====== Entries supplied ======

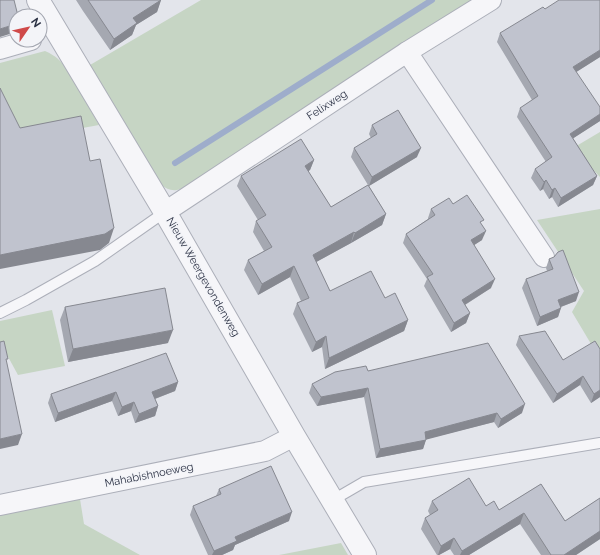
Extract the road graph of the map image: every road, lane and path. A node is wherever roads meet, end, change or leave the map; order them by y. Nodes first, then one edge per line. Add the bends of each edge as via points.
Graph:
1 (491, 0) edge
2 (48, 34) edge
3 (408, 52) junction
4 (165, 212) junction
5 (544, 257) dead end
6 (0, 313) edge
7 (294, 436) junction
8 (600, 443) edge
9 (333, 500) junction
10 (0, 505) edge
11 (365, 555) edge

1 - 3 street, Felixweg
2 - 4 street, Nieuw Weergevondenweg
3 - 4 street, Felixweg
3 - 5 street
4 - 6 lane via 95,261
4 - 7 street, Nieuw Weergevondenweg
7 - 9 street, Nieuw Weergevondenweg
7 - 10 street, Mahabishnoeweg via 265,451
8 - 9 lane via 364,482
9 - 11 street, Nieuw Weergevondenweg

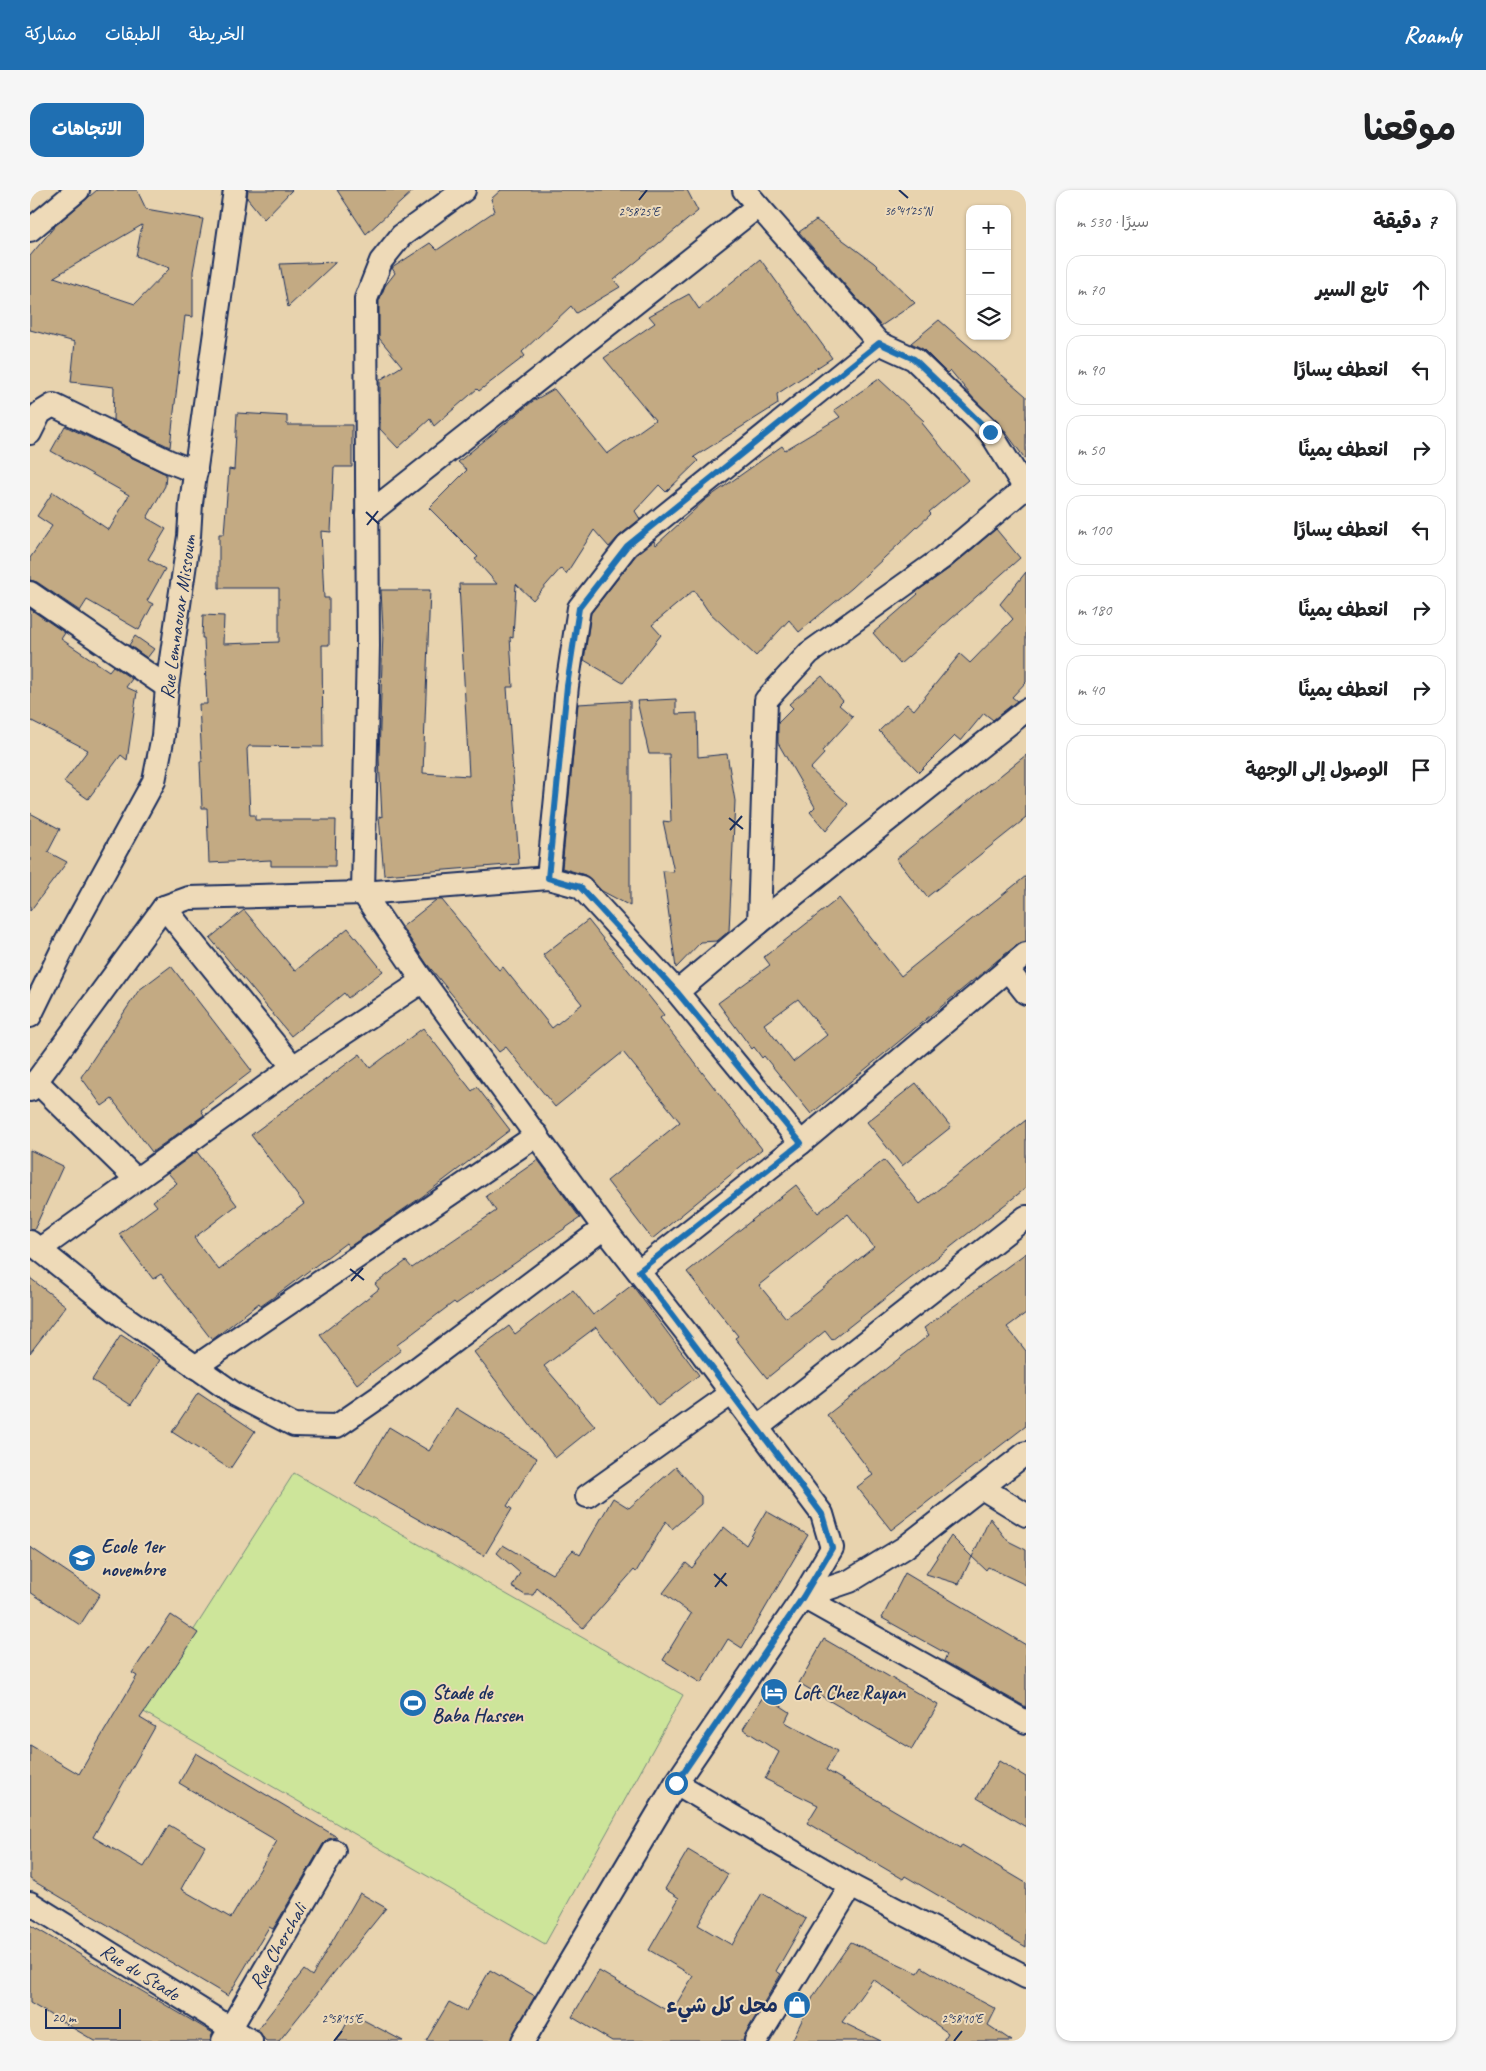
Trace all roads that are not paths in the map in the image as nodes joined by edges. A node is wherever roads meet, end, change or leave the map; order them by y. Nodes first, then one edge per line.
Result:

======

Work order:
Print the material verbatim; drop the pictures.

Your solution:
Extract the road graph of the map image: every road, lane and path. A node is wherever roads meet, end, change or leave the map; order them by y. Nodes first, then one edge per line. Add the bends of each edge as via points.
Graph:
1 (491, 0) edge
2 (48, 34) edge
3 (408, 52) junction
4 (165, 212) junction
5 (544, 257) dead end
6 (0, 313) edge
7 (294, 436) junction
8 (600, 443) edge
9 (333, 500) junction
10 (0, 505) edge
11 (365, 555) edge

1 - 3 street, Felixweg
2 - 4 street, Nieuw Weergevondenweg
3 - 4 street, Felixweg
3 - 5 street
4 - 6 lane via 95,261
4 - 7 street, Nieuw Weergevondenweg
7 - 9 street, Nieuw Weergevondenweg
7 - 10 street, Mahabishnoeweg via 265,451
8 - 9 lane via 364,482
9 - 11 street, Nieuw Weergevondenweg

Trace all roads that are not paths in the map in the image as nodes joined by edges. A node is wherever roads meet, end, change or leave the map; order them by y. Nodes first, then one edge per line.
Result:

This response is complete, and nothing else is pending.